Data items
════════════════════

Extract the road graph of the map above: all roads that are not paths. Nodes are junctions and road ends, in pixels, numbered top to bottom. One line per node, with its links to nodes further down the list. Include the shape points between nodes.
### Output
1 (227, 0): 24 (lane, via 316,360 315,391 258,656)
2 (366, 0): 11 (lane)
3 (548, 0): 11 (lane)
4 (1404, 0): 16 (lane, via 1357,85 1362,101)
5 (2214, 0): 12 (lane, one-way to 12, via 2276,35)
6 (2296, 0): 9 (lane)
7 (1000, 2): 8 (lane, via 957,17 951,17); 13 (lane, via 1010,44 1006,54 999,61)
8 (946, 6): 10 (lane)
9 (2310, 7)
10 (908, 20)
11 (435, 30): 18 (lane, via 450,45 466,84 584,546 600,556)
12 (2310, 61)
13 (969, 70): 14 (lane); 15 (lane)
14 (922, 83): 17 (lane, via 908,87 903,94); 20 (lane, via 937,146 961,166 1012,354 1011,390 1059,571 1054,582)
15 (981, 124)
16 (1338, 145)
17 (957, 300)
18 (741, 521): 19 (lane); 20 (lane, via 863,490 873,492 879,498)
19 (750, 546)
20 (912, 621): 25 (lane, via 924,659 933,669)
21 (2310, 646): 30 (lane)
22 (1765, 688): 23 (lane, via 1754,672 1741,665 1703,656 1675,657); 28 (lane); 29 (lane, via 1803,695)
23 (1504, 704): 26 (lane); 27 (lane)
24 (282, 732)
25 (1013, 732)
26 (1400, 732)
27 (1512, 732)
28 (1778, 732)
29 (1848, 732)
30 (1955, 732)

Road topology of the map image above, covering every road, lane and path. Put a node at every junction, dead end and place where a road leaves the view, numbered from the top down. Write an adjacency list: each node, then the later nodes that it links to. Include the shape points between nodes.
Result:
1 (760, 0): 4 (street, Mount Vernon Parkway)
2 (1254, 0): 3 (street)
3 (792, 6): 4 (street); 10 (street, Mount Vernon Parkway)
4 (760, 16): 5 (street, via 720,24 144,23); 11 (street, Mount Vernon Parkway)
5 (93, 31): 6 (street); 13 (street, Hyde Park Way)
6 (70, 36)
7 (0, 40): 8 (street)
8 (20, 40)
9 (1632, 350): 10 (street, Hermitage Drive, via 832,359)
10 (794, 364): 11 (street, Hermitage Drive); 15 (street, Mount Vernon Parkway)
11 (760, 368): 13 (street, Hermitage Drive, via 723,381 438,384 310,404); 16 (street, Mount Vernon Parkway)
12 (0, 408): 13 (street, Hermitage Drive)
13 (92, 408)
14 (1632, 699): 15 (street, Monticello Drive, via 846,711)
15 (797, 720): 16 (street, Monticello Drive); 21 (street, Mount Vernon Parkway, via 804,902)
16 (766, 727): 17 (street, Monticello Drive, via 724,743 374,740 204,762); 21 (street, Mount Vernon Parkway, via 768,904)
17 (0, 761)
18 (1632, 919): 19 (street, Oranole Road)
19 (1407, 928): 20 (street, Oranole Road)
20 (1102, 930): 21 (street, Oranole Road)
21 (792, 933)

════════════════════

(Exercise requirements)
Return the data in full, with each line kept exactly as it is.

(Problem solution)
Extract the road graph of the map above: all roads that are not paths. Nodes are junctions and road ends, in pixels, numbered top to bottom. One line per node, with its links to nodes further down the list. Include the shape points between nodes.
### Output
1 (227, 0): 24 (lane, via 316,360 315,391 258,656)
2 (366, 0): 11 (lane)
3 (548, 0): 11 (lane)
4 (1404, 0): 16 (lane, via 1357,85 1362,101)
5 (2214, 0): 12 (lane, one-way to 12, via 2276,35)
6 (2296, 0): 9 (lane)
7 (1000, 2): 8 (lane, via 957,17 951,17); 13 (lane, via 1010,44 1006,54 999,61)
8 (946, 6): 10 (lane)
9 (2310, 7)
10 (908, 20)
11 (435, 30): 18 (lane, via 450,45 466,84 584,546 600,556)
12 (2310, 61)
13 (969, 70): 14 (lane); 15 (lane)
14 (922, 83): 17 (lane, via 908,87 903,94); 20 (lane, via 937,146 961,166 1012,354 1011,390 1059,571 1054,582)
15 (981, 124)
16 (1338, 145)
17 (957, 300)
18 (741, 521): 19 (lane); 20 (lane, via 863,490 873,492 879,498)
19 (750, 546)
20 (912, 621): 25 (lane, via 924,659 933,669)
21 (2310, 646): 30 (lane)
22 (1765, 688): 23 (lane, via 1754,672 1741,665 1703,656 1675,657); 28 (lane); 29 (lane, via 1803,695)
23 (1504, 704): 26 (lane); 27 (lane)
24 (282, 732)
25 (1013, 732)
26 (1400, 732)
27 (1512, 732)
28 (1778, 732)
29 (1848, 732)
30 (1955, 732)

Road topology of the map image above, covering every road, lane and path. Put a node at every junction, dead end and place where a road leaves the view, numbered from the top down. Write an adjacency list: each node, then the later nodes that it links to. Include the shape points between nodes.
Result:
1 (760, 0): 4 (street, Mount Vernon Parkway)
2 (1254, 0): 3 (street)
3 (792, 6): 4 (street); 10 (street, Mount Vernon Parkway)
4 (760, 16): 5 (street, via 720,24 144,23); 11 (street, Mount Vernon Parkway)
5 (93, 31): 6 (street); 13 (street, Hyde Park Way)
6 (70, 36)
7 (0, 40): 8 (street)
8 (20, 40)
9 (1632, 350): 10 (street, Hermitage Drive, via 832,359)
10 (794, 364): 11 (street, Hermitage Drive); 15 (street, Mount Vernon Parkway)
11 (760, 368): 13 (street, Hermitage Drive, via 723,381 438,384 310,404); 16 (street, Mount Vernon Parkway)
12 (0, 408): 13 (street, Hermitage Drive)
13 (92, 408)
14 (1632, 699): 15 (street, Monticello Drive, via 846,711)
15 (797, 720): 16 (street, Monticello Drive); 21 (street, Mount Vernon Parkway, via 804,902)
16 (766, 727): 17 (street, Monticello Drive, via 724,743 374,740 204,762); 21 (street, Mount Vernon Parkway, via 768,904)
17 (0, 761)
18 (1632, 919): 19 (street, Oranole Road)
19 (1407, 928): 20 (street, Oranole Road)
20 (1102, 930): 21 (street, Oranole Road)
21 (792, 933)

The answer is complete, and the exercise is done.